Congrats on getting this out!  Of course, now that you've finalized
the spec people will start sending comments, so here's mine....


 (1) The "discourage" UI recommendation seems confusing:
  * It conflates two different cases (the recipient's key was last
seen a while ago; the recipient's key was received via the unreliable
"gossip" method).
  * If it's a bad idea to use this key, I'm not sure why you'd give
the user the option to do so.
  * The "discourage" recommendation gets overridden in the case that
you're responding to an encrypted message to a group of recipients.
Since this case doesn't change the fact that the key is old or was
received via gossip, I'm not sure why it's OK to override "discourage"
and use the key here.


 (2) The "gossip" technique seems risky, since a malicious Alice could
send a message to Bob that affects how Bob communicates with Charlie.

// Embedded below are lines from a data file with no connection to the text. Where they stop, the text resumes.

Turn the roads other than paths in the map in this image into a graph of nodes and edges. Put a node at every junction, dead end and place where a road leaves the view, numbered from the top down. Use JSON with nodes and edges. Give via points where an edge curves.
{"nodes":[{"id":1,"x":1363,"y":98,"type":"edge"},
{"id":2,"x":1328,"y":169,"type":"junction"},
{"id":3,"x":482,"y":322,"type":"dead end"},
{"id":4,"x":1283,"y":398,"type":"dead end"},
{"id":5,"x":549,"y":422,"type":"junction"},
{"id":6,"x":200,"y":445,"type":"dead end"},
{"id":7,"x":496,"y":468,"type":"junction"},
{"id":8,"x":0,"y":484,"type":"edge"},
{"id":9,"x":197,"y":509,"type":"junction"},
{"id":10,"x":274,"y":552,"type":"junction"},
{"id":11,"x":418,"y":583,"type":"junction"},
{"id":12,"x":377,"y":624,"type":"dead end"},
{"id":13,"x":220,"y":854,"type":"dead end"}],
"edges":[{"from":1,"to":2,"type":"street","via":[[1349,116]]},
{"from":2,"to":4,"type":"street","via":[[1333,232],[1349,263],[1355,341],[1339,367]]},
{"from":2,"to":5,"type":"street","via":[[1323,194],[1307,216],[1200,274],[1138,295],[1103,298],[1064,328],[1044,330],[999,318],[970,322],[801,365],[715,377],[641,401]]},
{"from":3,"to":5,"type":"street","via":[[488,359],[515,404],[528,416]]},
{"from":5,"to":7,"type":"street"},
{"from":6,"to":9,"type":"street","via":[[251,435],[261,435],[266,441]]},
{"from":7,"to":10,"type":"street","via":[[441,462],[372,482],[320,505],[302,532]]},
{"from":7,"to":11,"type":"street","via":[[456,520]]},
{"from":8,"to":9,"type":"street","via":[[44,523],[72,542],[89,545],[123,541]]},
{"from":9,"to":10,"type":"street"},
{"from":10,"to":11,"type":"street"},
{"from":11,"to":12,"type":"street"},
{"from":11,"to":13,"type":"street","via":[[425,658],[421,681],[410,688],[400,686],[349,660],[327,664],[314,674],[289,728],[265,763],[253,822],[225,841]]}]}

You've taken care that gossiped keys are superceded by "real" keys
received from Charlie, so I guess the risk is only denial-of-service:
Alice gossips a bad key for Charlie, causing Bob to send undecryptable
messages if Bob's "discourage" recommendation gets overriden (either
manually or because Bob is replying to an encrypted group message).
But that still seems like a risk.


 (3) For synchronizing private keys across devices, the user is given
a "setup code" for safekeeping, and it seems users will be encouraged
to write these down.  If the setup code is observed by an attacker, it
can be used to decrypt the setup message in the user's mailbox to get
the user's private key.  Without forward secrecy this is particularly
damaging, as that key could decrypt all messages the user has sent or
received.

There are safer possibilities for synchronizing private keys, such as
encrypting to a public key from the recipient device, or using a
"short authentication string" to authenticate a DH exchange between
the source and recipient devices.  With these methods only public info
is displayed to the user, so if someone snaps a picture over the
user's shoulder this doesn't compromise all their messages.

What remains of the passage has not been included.